**Task item**
Where a line holds the word "Grappa", count it, then give only the total for the entries below.

*** Material for the task ***

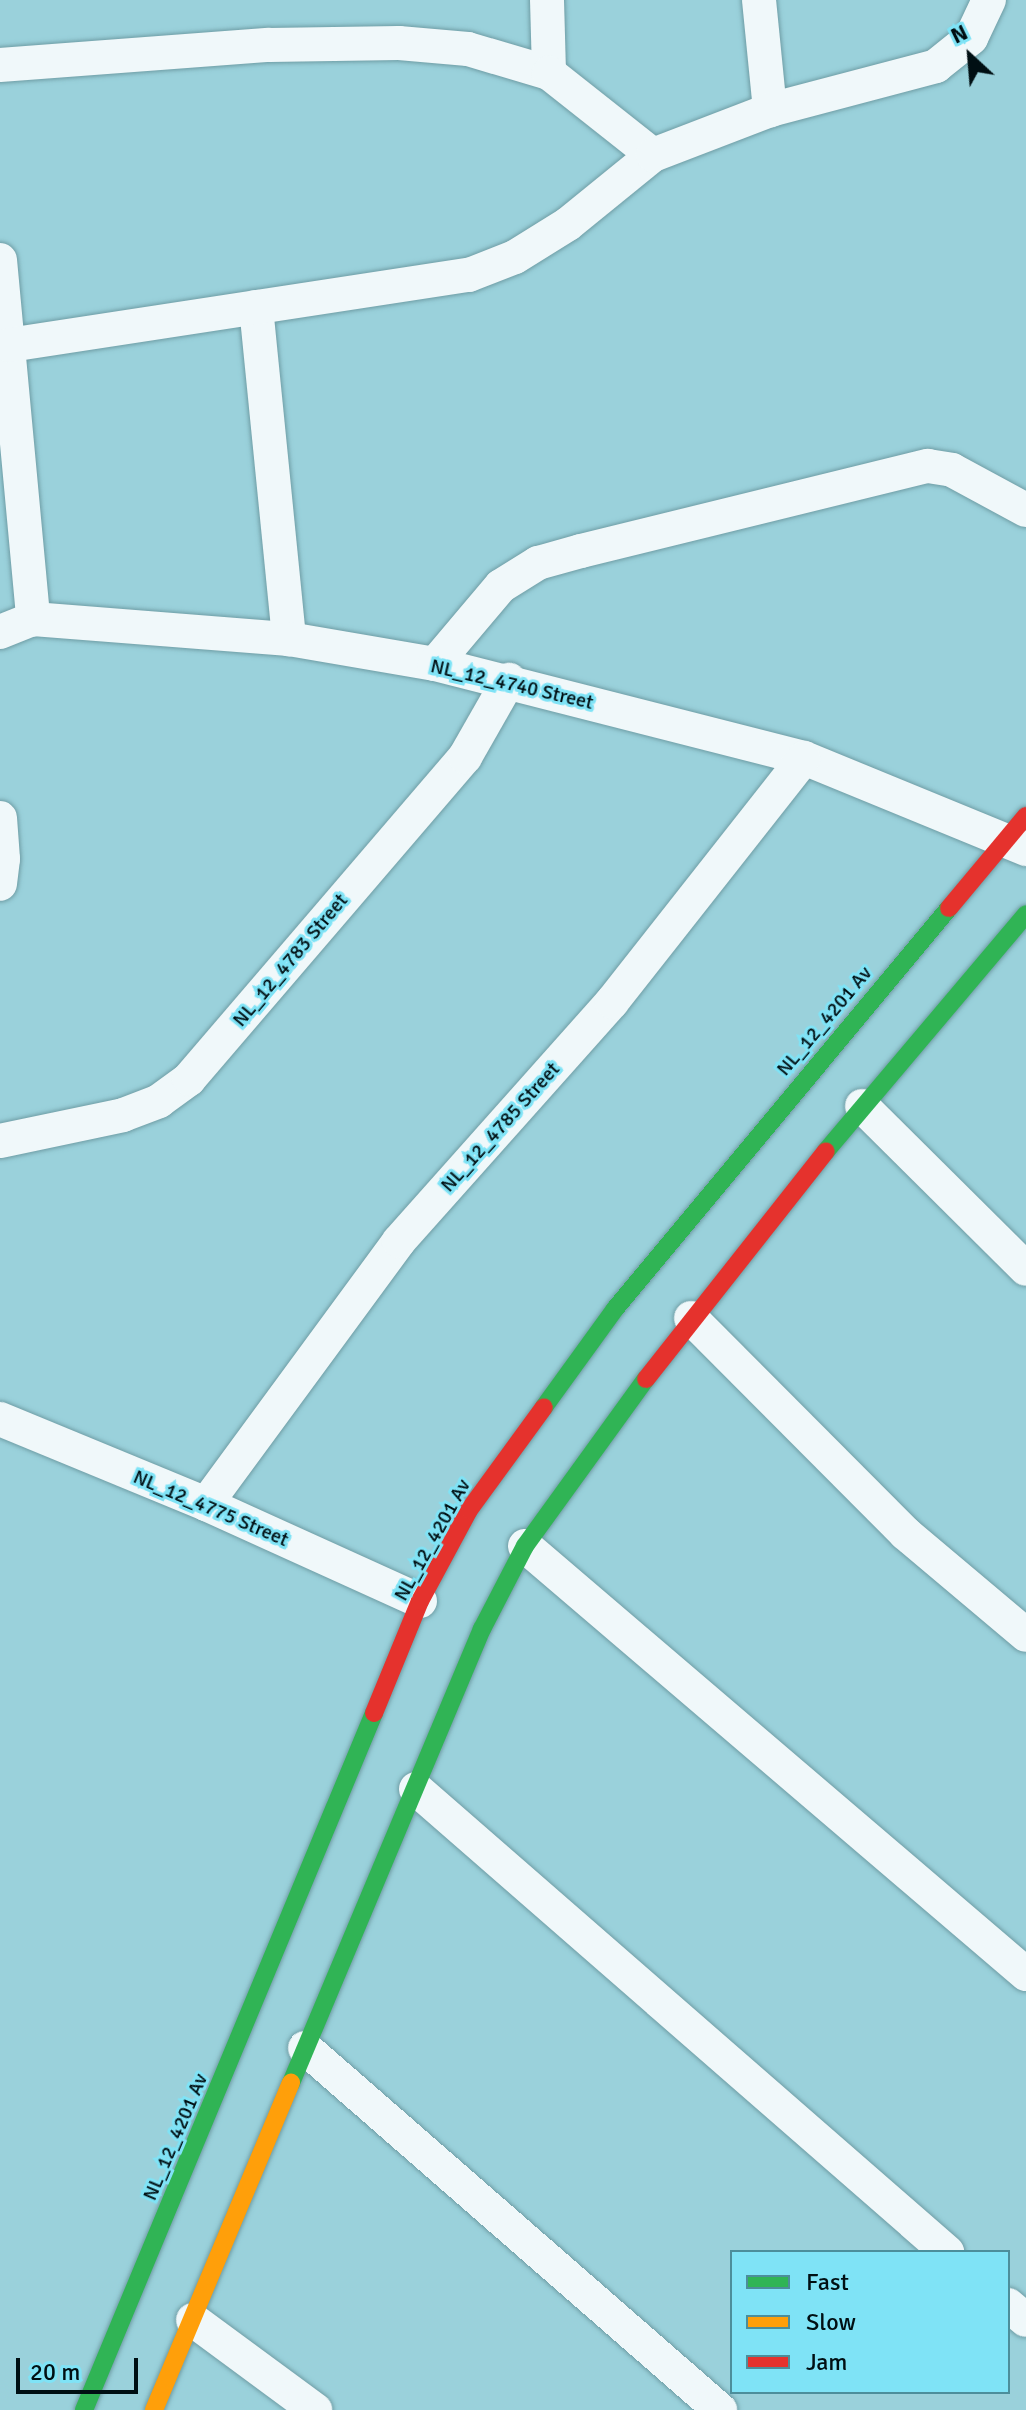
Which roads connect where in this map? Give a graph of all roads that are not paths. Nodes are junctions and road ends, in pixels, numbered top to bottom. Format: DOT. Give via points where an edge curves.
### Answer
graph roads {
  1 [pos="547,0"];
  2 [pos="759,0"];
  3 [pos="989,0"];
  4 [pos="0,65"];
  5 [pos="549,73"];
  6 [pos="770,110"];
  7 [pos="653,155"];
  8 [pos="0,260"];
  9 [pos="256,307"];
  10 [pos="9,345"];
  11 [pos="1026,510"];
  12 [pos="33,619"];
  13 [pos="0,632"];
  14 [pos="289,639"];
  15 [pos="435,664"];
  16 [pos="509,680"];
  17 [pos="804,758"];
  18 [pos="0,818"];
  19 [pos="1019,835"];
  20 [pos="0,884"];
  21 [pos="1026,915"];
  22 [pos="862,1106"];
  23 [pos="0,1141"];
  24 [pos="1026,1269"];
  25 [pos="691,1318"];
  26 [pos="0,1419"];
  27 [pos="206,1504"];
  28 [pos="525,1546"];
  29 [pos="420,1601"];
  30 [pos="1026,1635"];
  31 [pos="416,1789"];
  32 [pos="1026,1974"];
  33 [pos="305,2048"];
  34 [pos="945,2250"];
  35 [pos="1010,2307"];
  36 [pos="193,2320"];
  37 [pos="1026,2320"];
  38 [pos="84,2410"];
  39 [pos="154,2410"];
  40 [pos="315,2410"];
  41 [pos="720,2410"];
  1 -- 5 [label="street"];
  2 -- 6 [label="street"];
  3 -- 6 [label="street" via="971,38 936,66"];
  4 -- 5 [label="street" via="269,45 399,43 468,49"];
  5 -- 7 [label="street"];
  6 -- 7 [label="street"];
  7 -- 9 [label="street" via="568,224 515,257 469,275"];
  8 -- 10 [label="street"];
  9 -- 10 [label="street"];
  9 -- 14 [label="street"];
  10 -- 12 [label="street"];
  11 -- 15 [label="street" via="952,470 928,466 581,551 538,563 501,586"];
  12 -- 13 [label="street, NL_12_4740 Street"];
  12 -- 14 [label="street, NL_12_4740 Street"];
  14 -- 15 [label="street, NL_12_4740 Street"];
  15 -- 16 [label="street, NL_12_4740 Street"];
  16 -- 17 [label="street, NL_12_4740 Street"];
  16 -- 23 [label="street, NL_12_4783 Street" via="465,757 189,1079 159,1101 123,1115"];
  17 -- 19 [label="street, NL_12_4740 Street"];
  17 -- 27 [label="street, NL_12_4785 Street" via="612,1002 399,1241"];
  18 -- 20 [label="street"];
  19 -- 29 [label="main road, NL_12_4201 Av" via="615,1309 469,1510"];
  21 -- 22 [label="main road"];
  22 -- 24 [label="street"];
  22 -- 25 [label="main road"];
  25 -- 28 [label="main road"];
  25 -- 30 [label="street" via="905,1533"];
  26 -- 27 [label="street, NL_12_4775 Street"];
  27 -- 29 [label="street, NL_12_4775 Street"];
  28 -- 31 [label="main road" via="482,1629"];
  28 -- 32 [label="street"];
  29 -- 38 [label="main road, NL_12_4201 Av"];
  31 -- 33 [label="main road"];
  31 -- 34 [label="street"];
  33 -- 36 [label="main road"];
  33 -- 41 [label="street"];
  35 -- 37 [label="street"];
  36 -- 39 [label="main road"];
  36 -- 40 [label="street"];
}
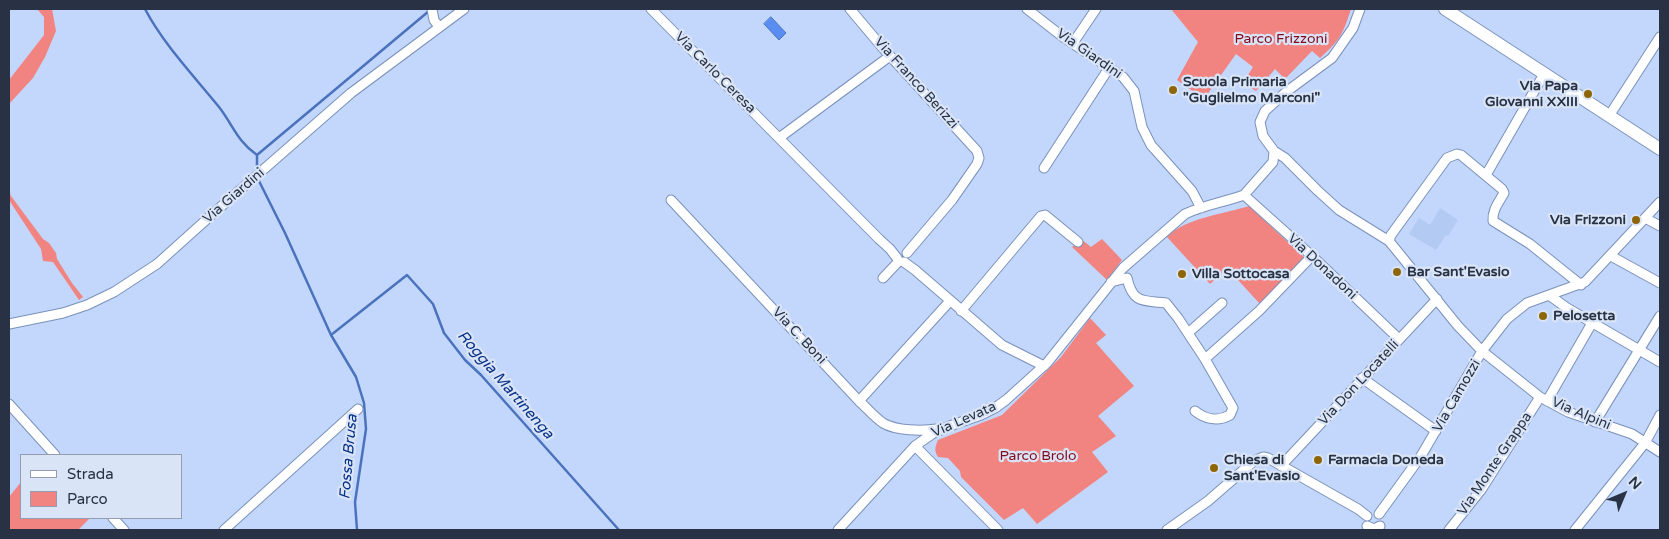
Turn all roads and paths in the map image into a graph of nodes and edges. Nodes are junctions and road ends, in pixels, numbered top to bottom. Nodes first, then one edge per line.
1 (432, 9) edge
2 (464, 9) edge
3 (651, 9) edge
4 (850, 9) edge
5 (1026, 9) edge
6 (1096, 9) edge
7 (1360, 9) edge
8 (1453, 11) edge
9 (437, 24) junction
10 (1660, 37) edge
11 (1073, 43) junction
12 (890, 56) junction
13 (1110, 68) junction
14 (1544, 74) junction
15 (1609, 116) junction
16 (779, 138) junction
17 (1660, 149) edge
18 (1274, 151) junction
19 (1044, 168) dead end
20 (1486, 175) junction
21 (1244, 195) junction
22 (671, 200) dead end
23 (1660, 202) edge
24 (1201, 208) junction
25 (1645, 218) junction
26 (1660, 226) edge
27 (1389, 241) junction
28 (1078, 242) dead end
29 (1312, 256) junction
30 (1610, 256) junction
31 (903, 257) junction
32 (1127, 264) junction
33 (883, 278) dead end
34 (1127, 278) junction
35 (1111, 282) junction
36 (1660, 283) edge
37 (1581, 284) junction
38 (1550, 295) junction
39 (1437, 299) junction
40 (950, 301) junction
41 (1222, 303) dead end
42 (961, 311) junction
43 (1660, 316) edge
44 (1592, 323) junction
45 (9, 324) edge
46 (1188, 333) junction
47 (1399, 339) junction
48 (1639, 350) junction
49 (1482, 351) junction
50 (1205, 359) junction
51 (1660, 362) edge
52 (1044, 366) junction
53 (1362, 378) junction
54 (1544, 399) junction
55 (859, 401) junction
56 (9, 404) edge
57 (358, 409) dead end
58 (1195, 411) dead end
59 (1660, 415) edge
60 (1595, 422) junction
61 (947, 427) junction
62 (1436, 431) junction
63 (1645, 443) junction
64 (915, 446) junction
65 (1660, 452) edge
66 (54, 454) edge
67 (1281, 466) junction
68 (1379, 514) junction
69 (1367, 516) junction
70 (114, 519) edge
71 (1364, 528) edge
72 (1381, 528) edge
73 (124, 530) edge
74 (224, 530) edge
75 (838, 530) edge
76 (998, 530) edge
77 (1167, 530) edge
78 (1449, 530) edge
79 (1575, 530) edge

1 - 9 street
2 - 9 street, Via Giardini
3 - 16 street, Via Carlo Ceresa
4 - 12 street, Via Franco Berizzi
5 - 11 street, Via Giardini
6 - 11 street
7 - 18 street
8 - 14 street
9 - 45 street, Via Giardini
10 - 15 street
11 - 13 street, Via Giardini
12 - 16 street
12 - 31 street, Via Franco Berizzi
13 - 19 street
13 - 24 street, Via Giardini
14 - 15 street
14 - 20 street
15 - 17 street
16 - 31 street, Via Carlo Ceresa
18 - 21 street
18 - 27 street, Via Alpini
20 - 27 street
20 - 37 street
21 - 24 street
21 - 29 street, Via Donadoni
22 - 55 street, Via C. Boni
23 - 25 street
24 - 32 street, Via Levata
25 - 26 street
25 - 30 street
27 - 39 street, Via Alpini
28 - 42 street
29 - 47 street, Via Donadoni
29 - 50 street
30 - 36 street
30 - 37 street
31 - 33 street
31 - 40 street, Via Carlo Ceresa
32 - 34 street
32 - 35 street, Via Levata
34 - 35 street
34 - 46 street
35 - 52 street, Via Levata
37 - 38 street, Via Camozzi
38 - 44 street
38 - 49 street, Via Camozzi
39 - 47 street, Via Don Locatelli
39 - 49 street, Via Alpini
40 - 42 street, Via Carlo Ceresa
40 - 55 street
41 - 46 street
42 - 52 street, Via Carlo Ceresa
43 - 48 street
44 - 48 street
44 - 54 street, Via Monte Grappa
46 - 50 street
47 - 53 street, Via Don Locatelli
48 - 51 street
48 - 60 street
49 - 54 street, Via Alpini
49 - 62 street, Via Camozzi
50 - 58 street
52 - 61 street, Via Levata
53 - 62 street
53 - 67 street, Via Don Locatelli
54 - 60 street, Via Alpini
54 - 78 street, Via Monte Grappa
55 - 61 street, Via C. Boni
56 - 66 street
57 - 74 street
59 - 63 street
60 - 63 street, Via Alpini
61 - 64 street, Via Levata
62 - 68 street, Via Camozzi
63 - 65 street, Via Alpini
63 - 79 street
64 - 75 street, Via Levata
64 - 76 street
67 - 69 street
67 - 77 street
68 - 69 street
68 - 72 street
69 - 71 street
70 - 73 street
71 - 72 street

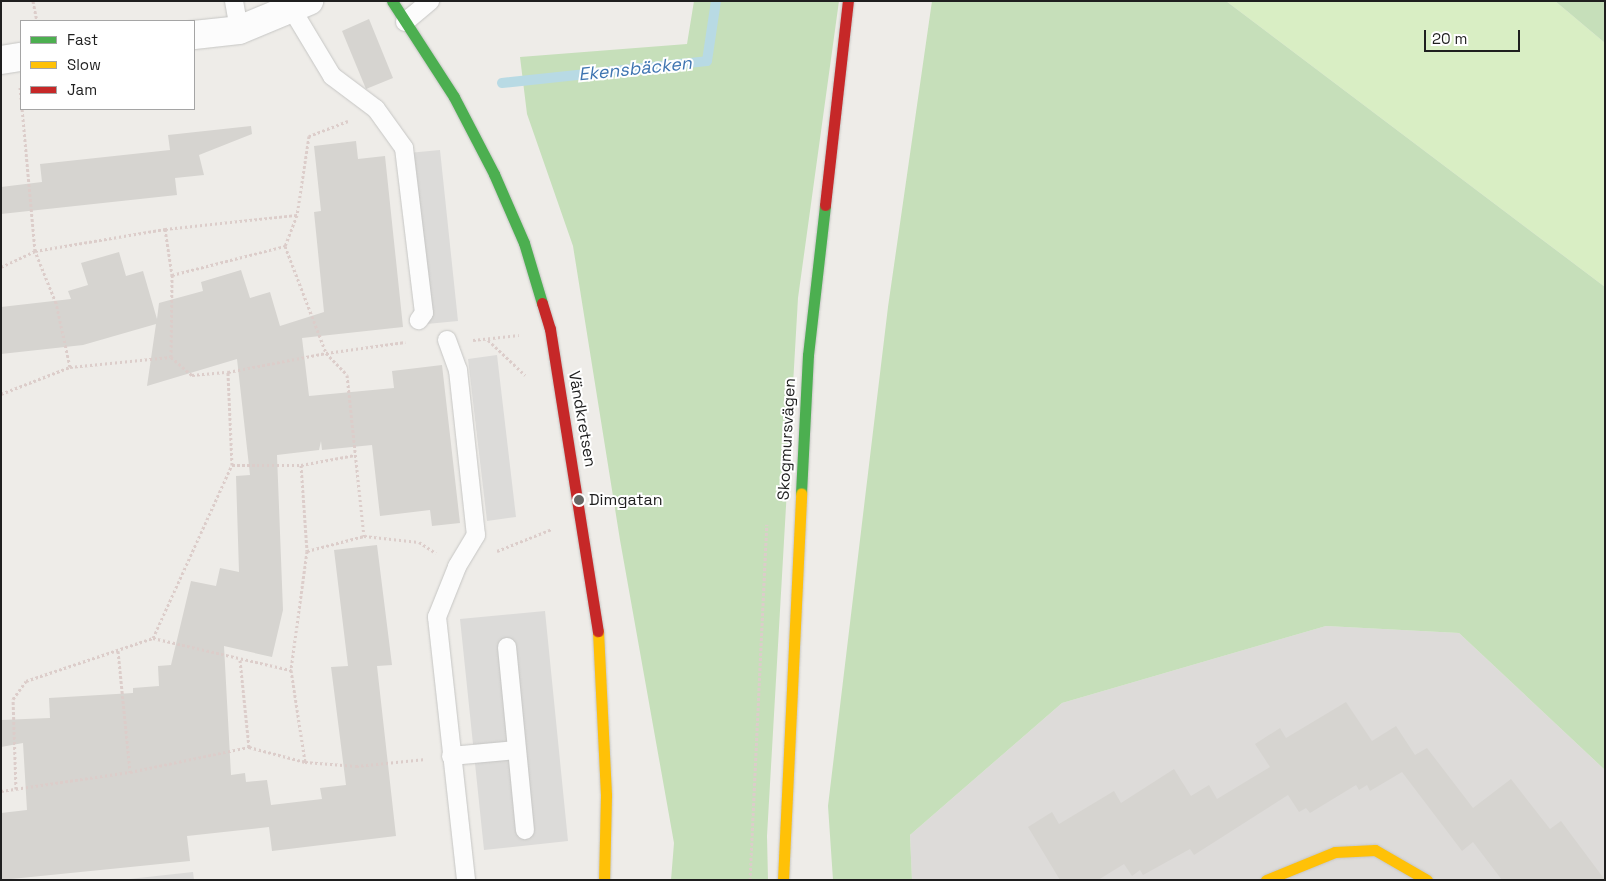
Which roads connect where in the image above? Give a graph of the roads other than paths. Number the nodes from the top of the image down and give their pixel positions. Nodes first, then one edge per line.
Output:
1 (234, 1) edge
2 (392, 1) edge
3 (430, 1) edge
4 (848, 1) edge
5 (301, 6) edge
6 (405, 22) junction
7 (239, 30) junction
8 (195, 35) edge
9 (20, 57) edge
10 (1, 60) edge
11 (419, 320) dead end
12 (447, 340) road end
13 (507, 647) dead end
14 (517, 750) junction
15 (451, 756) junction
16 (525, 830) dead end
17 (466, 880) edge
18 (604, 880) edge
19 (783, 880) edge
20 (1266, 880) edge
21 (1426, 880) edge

*** End of Material for the task ***

**Task response**
2